• Data items:
↓↓↓

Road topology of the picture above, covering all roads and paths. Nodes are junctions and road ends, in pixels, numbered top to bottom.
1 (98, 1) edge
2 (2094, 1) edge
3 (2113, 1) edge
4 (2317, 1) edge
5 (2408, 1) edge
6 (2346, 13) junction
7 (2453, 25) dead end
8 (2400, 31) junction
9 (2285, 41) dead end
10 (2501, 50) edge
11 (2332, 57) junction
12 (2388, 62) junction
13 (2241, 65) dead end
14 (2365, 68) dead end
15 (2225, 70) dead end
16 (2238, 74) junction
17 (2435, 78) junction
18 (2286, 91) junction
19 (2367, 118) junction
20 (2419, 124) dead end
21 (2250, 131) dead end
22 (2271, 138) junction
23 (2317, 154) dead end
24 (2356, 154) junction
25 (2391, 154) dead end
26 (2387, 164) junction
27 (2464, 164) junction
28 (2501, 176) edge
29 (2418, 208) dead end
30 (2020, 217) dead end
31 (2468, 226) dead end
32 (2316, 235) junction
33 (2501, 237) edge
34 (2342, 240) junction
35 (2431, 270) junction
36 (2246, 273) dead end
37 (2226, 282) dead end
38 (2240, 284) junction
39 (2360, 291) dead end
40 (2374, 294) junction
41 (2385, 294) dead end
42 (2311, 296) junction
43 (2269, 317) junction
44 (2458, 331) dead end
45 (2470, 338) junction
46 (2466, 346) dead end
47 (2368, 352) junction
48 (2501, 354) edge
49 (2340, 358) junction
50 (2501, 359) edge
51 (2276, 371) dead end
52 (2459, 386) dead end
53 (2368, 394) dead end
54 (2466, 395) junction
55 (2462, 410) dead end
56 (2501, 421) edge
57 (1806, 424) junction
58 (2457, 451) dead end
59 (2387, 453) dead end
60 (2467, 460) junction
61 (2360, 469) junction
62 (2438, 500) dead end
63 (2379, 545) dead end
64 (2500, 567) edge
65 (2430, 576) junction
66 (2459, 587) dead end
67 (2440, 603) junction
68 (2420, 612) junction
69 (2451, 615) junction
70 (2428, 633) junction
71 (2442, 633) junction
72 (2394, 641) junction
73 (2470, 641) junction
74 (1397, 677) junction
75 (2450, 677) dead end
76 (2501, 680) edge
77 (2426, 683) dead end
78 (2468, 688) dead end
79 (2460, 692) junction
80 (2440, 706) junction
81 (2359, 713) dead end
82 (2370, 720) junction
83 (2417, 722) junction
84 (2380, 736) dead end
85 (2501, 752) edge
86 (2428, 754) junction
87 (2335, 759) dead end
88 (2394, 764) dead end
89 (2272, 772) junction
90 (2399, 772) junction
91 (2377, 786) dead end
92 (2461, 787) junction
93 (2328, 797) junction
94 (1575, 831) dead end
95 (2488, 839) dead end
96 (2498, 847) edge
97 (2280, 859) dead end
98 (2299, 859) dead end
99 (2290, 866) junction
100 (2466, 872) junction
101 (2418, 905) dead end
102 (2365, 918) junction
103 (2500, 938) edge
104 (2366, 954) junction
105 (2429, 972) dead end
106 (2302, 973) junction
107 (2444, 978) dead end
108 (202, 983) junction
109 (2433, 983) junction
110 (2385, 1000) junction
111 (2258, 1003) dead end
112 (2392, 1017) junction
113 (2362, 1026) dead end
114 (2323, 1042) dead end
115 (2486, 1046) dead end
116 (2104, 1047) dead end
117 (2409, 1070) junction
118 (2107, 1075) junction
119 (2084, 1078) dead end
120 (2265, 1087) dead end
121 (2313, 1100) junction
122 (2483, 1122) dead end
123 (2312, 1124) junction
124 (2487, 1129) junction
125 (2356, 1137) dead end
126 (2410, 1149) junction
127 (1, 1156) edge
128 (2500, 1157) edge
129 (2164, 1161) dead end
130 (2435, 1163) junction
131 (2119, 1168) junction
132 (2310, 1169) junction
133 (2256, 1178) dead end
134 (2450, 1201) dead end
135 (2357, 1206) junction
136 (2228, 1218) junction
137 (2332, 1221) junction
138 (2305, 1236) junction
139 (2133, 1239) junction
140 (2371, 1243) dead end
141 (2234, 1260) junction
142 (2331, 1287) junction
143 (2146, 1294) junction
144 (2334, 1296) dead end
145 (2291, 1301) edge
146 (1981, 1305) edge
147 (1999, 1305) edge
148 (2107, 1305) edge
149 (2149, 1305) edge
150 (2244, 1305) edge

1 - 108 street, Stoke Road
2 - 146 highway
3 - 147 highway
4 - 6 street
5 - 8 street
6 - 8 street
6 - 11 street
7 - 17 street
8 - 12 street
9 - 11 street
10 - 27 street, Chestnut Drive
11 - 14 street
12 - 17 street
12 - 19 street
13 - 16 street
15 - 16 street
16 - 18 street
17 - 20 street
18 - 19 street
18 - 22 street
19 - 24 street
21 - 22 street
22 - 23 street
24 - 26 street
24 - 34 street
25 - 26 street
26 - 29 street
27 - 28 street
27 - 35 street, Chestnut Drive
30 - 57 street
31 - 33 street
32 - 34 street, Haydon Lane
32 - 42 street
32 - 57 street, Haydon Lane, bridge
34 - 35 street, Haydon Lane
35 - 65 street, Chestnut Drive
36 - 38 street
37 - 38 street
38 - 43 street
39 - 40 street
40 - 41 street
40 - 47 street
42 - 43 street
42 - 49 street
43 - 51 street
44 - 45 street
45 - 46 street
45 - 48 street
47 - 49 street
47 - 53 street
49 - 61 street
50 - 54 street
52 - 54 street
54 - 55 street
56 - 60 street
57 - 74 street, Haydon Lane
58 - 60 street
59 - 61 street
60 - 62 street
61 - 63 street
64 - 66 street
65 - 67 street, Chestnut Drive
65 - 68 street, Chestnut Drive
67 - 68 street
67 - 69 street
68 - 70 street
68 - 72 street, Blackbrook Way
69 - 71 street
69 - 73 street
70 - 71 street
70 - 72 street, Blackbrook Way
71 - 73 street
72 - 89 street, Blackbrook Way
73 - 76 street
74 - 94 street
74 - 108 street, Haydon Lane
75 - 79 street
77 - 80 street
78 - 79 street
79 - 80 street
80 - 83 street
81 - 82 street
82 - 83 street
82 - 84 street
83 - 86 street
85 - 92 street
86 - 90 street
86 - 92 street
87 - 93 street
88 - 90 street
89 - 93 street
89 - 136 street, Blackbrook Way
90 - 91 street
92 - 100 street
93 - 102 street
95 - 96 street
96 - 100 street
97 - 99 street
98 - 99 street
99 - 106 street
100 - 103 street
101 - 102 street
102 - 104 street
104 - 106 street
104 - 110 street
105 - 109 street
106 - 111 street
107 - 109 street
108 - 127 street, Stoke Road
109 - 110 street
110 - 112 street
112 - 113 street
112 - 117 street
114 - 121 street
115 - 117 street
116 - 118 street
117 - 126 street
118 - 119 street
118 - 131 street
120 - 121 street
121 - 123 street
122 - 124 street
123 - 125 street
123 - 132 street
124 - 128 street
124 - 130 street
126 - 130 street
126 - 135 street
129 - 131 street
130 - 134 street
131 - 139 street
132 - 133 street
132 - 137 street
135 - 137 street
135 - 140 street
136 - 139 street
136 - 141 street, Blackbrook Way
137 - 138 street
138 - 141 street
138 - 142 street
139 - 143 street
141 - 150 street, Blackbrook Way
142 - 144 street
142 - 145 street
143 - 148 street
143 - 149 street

↑↑↑

• EXERCISE REQUIREMENTS:
Return, from the entries, each line that holds "Blackbrook".

• WRITTEN RESPONSE:
68 - 72 street, Blackbrook Way
70 - 72 street, Blackbrook Way
72 - 89 street, Blackbrook Way
89 - 136 street, Blackbrook Way
136 - 141 street, Blackbrook Way
141 - 150 street, Blackbrook Way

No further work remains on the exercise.